*** Opening Record excerpts ***

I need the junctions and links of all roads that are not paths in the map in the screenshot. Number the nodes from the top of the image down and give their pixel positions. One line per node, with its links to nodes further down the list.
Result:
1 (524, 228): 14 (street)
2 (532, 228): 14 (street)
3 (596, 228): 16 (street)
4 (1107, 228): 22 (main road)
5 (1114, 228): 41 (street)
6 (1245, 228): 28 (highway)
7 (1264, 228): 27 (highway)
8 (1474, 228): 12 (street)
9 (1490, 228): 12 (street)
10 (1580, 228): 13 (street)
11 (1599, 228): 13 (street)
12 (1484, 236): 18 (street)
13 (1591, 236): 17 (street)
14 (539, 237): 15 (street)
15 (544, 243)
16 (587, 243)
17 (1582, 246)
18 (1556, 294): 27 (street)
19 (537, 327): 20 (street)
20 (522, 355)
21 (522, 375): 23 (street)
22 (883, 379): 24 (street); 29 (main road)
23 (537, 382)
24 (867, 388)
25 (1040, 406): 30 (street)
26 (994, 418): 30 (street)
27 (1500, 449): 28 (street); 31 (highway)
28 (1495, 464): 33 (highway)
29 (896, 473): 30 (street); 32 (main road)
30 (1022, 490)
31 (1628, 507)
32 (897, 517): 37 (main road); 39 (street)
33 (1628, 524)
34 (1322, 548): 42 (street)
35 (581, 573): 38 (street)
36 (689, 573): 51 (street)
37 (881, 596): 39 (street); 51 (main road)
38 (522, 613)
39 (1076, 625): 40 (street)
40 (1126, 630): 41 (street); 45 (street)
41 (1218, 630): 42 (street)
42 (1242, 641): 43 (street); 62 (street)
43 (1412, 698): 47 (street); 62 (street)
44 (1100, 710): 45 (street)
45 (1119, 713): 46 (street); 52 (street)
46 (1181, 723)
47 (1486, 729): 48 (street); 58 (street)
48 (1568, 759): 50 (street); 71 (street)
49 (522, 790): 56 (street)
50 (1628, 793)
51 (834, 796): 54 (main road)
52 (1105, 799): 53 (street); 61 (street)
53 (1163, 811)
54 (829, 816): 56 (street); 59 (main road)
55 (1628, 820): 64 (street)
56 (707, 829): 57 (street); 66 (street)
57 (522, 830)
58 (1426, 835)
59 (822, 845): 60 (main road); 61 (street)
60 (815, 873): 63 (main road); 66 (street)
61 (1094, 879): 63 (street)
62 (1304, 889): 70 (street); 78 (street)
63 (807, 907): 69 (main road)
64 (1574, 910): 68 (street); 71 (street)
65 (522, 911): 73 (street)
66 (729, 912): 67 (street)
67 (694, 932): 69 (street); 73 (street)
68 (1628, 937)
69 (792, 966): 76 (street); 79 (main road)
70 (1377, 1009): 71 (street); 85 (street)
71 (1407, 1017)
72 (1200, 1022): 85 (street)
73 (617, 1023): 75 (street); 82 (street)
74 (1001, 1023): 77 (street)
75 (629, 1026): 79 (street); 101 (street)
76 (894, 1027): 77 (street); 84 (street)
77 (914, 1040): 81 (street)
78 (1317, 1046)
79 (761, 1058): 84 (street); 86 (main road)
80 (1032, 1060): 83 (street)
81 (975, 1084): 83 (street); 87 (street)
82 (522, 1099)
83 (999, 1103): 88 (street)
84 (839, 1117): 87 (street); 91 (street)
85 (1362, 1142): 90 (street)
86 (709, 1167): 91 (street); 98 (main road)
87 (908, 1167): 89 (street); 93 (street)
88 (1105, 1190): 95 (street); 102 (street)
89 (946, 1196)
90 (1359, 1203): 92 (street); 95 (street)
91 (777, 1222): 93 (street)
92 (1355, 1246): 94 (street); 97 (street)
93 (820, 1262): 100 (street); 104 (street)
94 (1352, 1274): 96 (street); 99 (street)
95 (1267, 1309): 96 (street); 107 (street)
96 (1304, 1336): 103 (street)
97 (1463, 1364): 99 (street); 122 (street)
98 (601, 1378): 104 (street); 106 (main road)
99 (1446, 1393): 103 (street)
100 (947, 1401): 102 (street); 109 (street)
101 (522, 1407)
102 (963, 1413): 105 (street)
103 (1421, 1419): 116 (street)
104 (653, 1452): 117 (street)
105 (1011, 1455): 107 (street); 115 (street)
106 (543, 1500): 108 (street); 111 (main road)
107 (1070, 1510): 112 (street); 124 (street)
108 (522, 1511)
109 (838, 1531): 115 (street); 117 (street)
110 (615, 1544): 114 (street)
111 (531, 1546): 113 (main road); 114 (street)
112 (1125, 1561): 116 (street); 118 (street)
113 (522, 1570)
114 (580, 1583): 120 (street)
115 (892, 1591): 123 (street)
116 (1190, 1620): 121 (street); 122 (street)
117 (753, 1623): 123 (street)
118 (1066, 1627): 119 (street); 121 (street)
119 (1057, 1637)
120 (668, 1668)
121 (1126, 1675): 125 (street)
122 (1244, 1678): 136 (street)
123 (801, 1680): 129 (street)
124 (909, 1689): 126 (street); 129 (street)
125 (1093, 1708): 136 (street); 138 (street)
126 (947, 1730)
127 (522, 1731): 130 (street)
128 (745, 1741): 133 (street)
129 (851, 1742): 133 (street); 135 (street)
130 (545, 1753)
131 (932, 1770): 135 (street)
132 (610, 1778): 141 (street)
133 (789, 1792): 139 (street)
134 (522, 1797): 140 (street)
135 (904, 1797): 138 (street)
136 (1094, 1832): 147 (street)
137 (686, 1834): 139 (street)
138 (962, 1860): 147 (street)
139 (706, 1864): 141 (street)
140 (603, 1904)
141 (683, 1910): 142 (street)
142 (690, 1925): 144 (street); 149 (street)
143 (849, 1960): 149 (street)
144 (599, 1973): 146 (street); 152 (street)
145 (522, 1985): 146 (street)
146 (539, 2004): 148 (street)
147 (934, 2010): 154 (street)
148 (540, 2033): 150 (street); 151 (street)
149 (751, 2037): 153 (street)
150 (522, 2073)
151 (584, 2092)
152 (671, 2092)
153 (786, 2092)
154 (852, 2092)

*** Closing Record excerpts ***

Filter the records for lines containing the word "highway" and copy each one.

**Answer space**.
6 (1245, 228): 28 (highway)
7 (1264, 228): 27 (highway)
27 (1500, 449): 28 (street); 31 (highway)
28 (1495, 464): 33 (highway)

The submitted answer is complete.